From Petropolis to the Top of the World: Sitting With Pedro Sauer
Words by Matthew Ryder
Over the past two decades the name Pedro Sauer has become one of the most revered in the world of Brazilian jiu-jitsu. The Relson Gracie red-black belt is one of the original pioneers of the art in America, and is one of the most respected instructors in the world.
“I came to the United States in May 1990 by invitation from Rickson. I was teaching class for about a year back in Brazil and he’d found out. He said they should bring me to America to teach some of his guys.”
It didn’t take long for him to land in the US, and once he did he had his most legendary performance in a Gracie Challenge. He fought Mr. Utah, Lance Bachelor, something he says was par for the course in the early days of the jiu-jitsu movement.
“In 1991, Rorion Gracie began advertising the Gracie Challenge awarding $100,000 to anyone who could win a fight against a Gracie jiu-jitsu black belt. After that, every week I had a no-holds-barred fight.”
Sauer’s bond with the Gracie family runs deep, to the point that he is likely closer to them than anyone in the world who doesn’t share their name. He trained under Grandmaster Helio Gracie for years, and saw a childhood friendship with Rickson Gracie plant the seeds for his life in jiu-jitsu.

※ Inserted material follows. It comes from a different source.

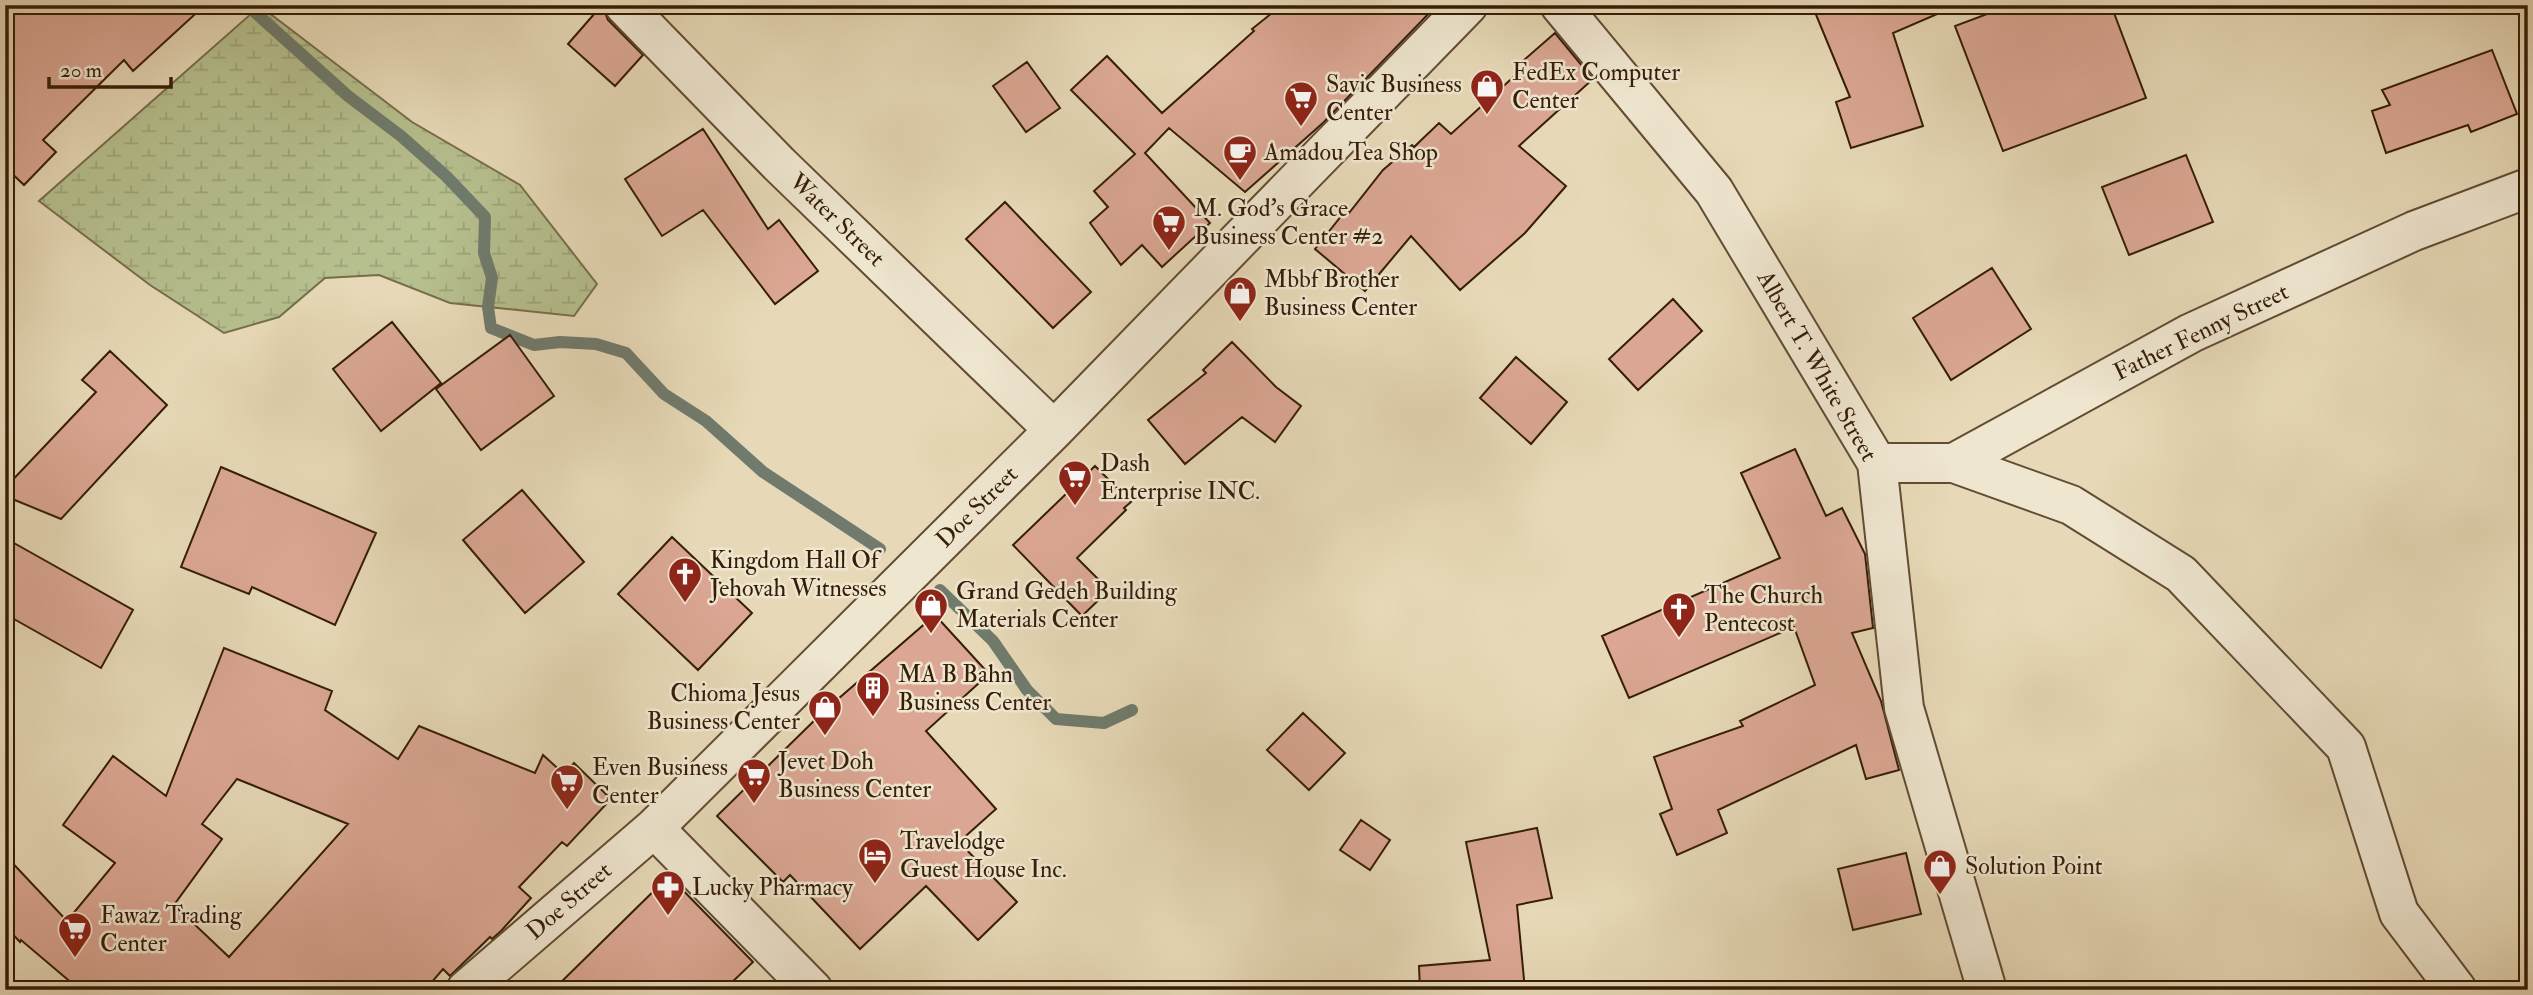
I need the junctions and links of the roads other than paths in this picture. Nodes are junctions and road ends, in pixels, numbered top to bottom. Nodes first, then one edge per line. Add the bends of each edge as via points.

Though he initially had no idea of Rickson’s reputation and background, when he learned of it he had to investigate.
“I went to the academy and it was an incredible wakeup call for me. I signed up for class and Rickson didn’t want me to. The first time I got spanked so bad, he said ‘go home, think about it, but don’t even think about signing up.’ I said to him ‘no, I know what I want, I want to learn - I want to learn that stuff.’ He gave me a gi.”
After surviving those hard years under Helio and his sons, Sauer credits their guidance with his own, highly praised approach to teaching.
“Grandmaster Helio, because I was such a small person, was able to relate to me in the hard times,” Sauer recalls. “So every time I ask questions or people ask questions of me, automatically I put my mind in the frame of a white belt. I bring myself back to the first day. I try to understand what is necessary for you to understand, then I try to relate it with examples – a little kid, a little girl. If you relate a move with an example, people won’t forget it. They’ll remember it when they need it most.”
In crediting his teaching style to Helio Gracie, Sauer can also offer up memories and stories about the legendary founder of his art.
“I could spend years talking about the time we spent together and things we did together. I didn’t just learn moves, I learned the jiu-jitsu lifestyle; how to be a better person through jiu-jitsu. He said he could do things through jiu-jitsu, because of jiu-jitsu. He never said he was great, that he was the best. Everything he did in life he credited to jiu-jitsu. This was what he passed on to me.”
Sauer also suggests that one of his last memories of Helio may be one of his favourites and definitely among the most emotional; when his red-black belt was endorsed.
“I went to Brazil to talk to Grandmaster Helio because that was a very important part to me, knowing he endorsed it. Not only did he endorse it, he was very proud of what I was doing, having my students bowing to Helio’s image and honouring him at the beginning of my classes. He got very emotional when I told him this was what we’re doing in America. It was a great moment for me, it meant so much.”
Now in his mid-50s, many wonder how much longer Sauer will continue to train and work hands-on with his 10,000 students over the world. Rumblings of retirement persist, but he doesn’t see it that way.
“I don’t see myself ever retiring. Even if I slow down from a normal schedule, I’ll never hang up my belt and gi and say I’m retired. I want to move back to Petropolis, to my family home. There are incredible memories there. I want to spend some time there, not retire.”